Ihre Gedanken schweiften ab, schweiften ab, zurück.
Sie hing verdammt nochmal immer noch an ihm. Er war immer noch ein großer Teil in ihrem kleinen Herzen. Sie wusste immer noch, dass dieser Mensch für sie wahnsinnig wichtig ist. Auch wenn sie ihn seit einem halben Jahr nicht mehr gesehen geschweige denn gesprochen hatte wusste sie immer noch, dass sie ihn brauchte. Sie bildete sich sogar ein zu wissen, wie er sich gerade fühlte. Hatte das Gefühl, er stünde ganz nahe bei ihr und würde mit ihr über alles reden. Wenn es ihr schlecht ging, hörte sie immer noch seine tröstende Stimme in ihrem Kopf.

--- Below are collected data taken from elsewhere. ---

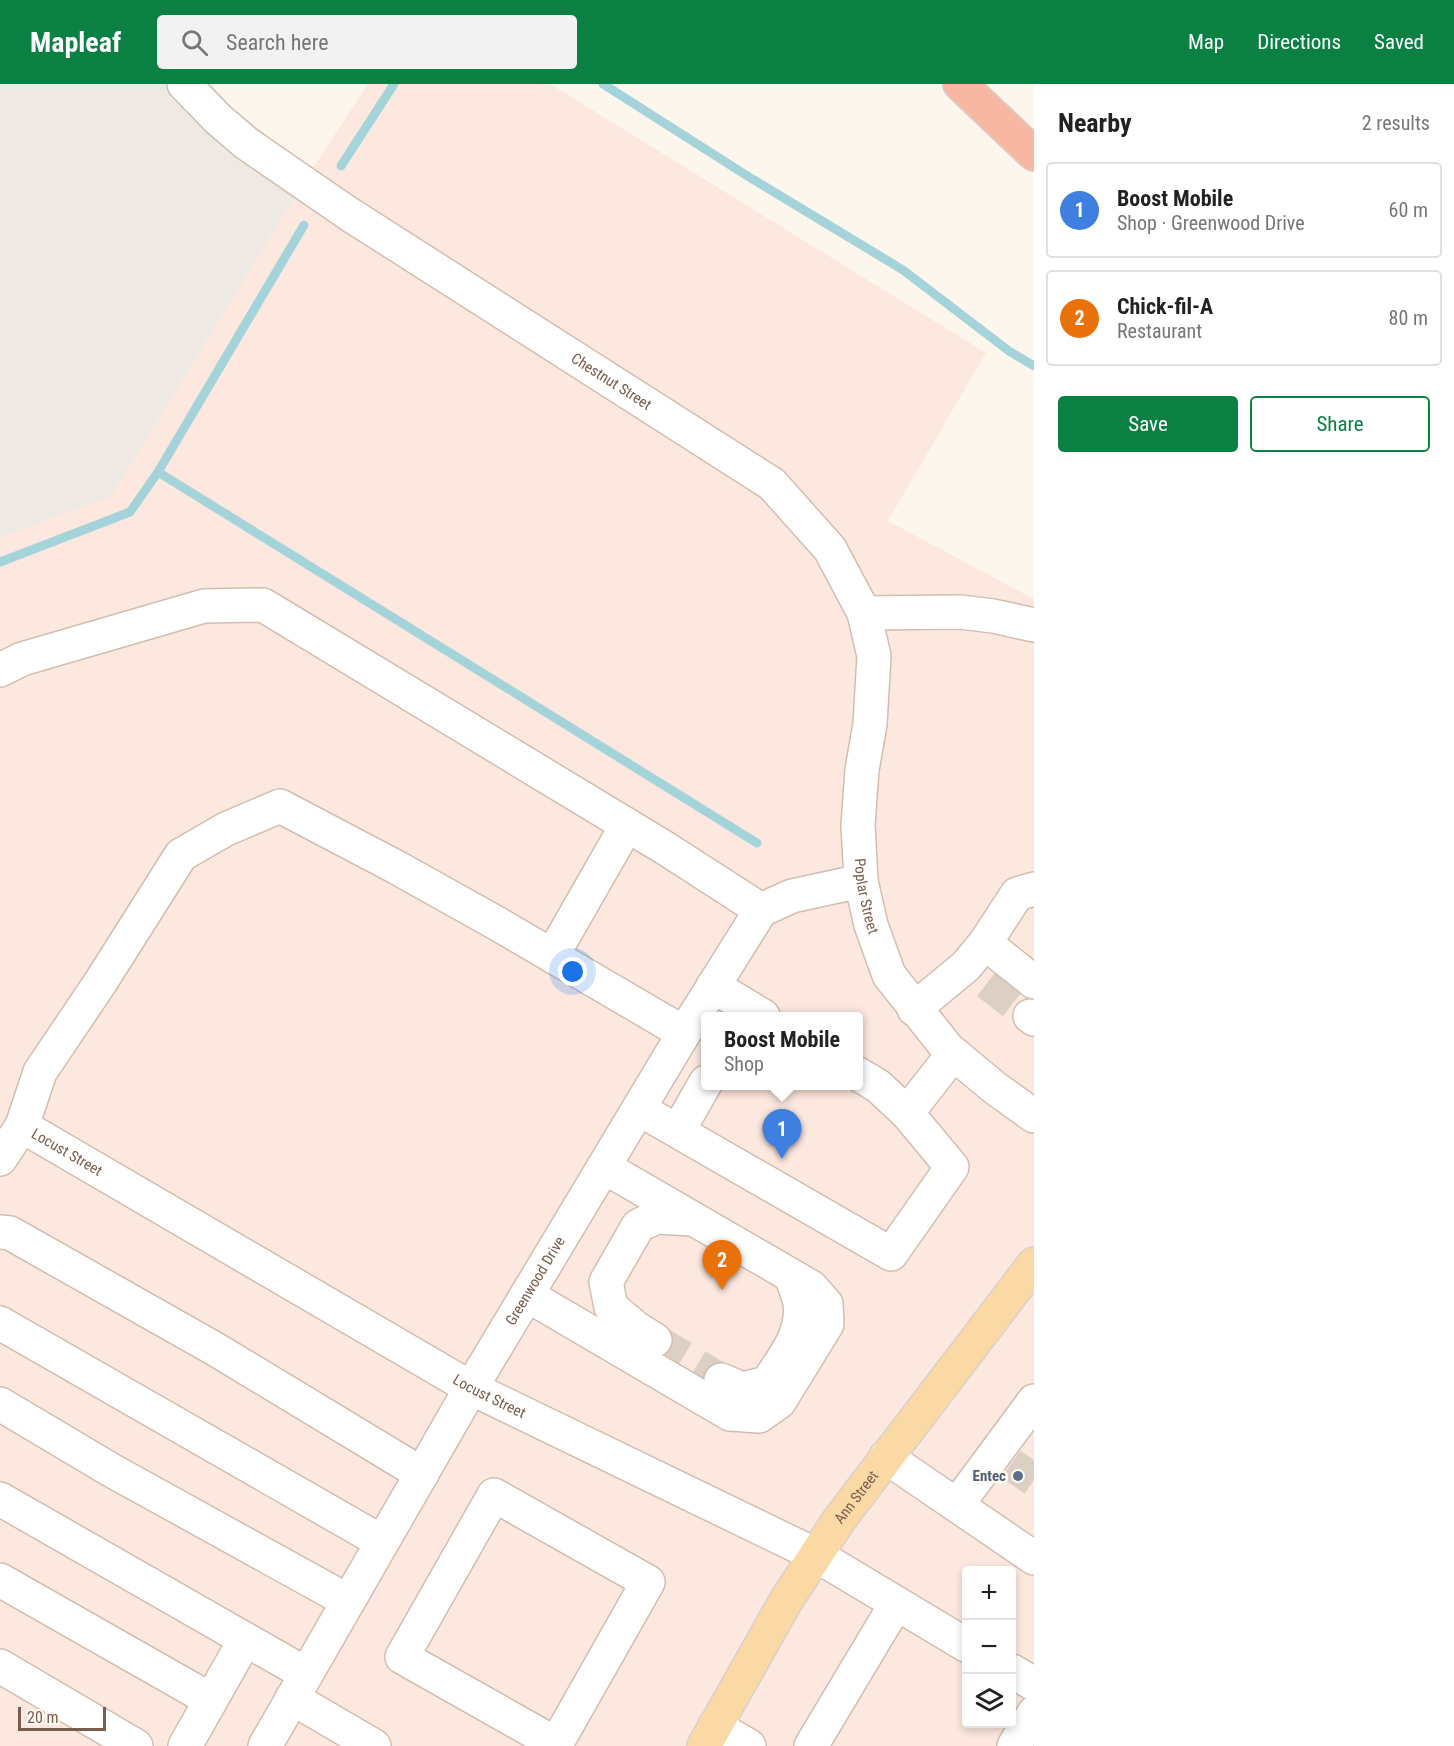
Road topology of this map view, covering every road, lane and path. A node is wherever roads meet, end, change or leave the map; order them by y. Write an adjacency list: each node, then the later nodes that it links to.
1 (184, 84): 4 (street, Chestnut Street)
2 (960, 84): 3 (highway)
3 (1034, 154)
4 (864, 613): 5 (street); 8 (street, Poplar Street)
5 (1034, 626)
6 (0, 670): 7 (street)
7 (627, 825): 10 (street); 11 (street)
8 (861, 881): 10 (street); 15 (street, Poplar Street)
9 (1034, 889): 12 (street)
10 (761, 910): 14 (street, Greenwood Drive)
11 (552, 956): 17 (street); 24 (street)
12 (979, 964): 13 (street); 15 (street)
13 (1034, 982)
14 (713, 986): 16 (street); 17 (street, Greenwood Drive)
15 (914, 1009): 18 (street, Poplar Street)
16 (748, 1012)
17 (684, 1034): 21 (street, Greenwood Drive)
18 (953, 1054): 22 (street); 23 (street, Poplar Street)
19 (863, 1077): 22 (street)
20 (701, 1089): 25 (street)
21 (639, 1108): 25 (street); 27 (street, Greenwood Drive)
22 (907, 1113): 25 (street)
23 (1033, 1113)
24 (22, 1126): 26 (street); 36 (street, Locust Street)
25 (678, 1131)
26 (0, 1159)
27 (604, 1167): 28 (street); 32 (street, Greenwood Drive)
28 (693, 1219): 31 (street); 34 (street)
29 (0, 1232): 40 (street)
30 (1034, 1264): 39 (main road, Ann Street)
31 (791, 1276): 32 (street); 35 (street)
32 (527, 1295): 36 (street, Greenwood Drive)
33 (0, 1323): 43 (street)
34 (655, 1340)
35 (721, 1380)
36 (471, 1388): 40 (street, Greenwood Drive); 44 (street, Locust Street)
37 (0, 1404): 47 (street)
38 (1031, 1412): 42 (street)
39 (886, 1457): 42 (street); 44 (main road, Ann Street)
40 (422, 1474): 43 (street, Greenwood Drive)
41 (0, 1499): 49 (street)
42 (957, 1505): 45 (street)
43 (382, 1542): 47 (street, Greenwood Drive)
44 (816, 1555): 48 (street, Locust Street); 57 (main road, Ann Street)
45 (1034, 1558)
46 (0, 1580): 55 (street)
47 (348, 1601): 54 (street, Greenwood Drive)
48 (896, 1604): 50 (street, Locust Street); 64 (street)
49 (245, 1640): 54 (street); 55 (street)
50 (962, 1643)
51 (0, 1666): 59 (street)
52 (1016, 1674): 53 (street)
53 (1034, 1684)
54 (299, 1686): 61 (street, Greenwood Drive); 62 (street)
55 (211, 1701): 60 (street)
56 (1034, 1713): 65 (street)
57 (709, 1736): 63 (street)
58 (556, 1745): 58 (street)
59 (136, 1746)
60 (185, 1746)
61 (265, 1746)
62 (374, 1746)
63 (749, 1746)
64 (811, 1746)
65 (1014, 1746)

Dieser Junge war für sie mehr als eine Erinnerung, mehr als eine schöne Zeit, mehr als die Vergangenheit. Sie wusste nur nicht genau was er jetzt für sie war. Es gab Zeiten, in denen war er für sie gleichzeitig die Gegenwart, Vergangenheit und Zukunft. Hatte sich diese Einstellung geändert, bloß weil er nicht mehr da war? Nein, sie musste leider feststellen, dass sie immer noch genauso über ihn dachte.
Es spendete ihr Trost, er war die konstante Variable, die sich schnurgerade durch ihr Leben zog. Ihr Rückzugsort und ihre Zuflucht. Er war für sie der Fels in der Brandung, der Zwischenstopp und die Landebahn.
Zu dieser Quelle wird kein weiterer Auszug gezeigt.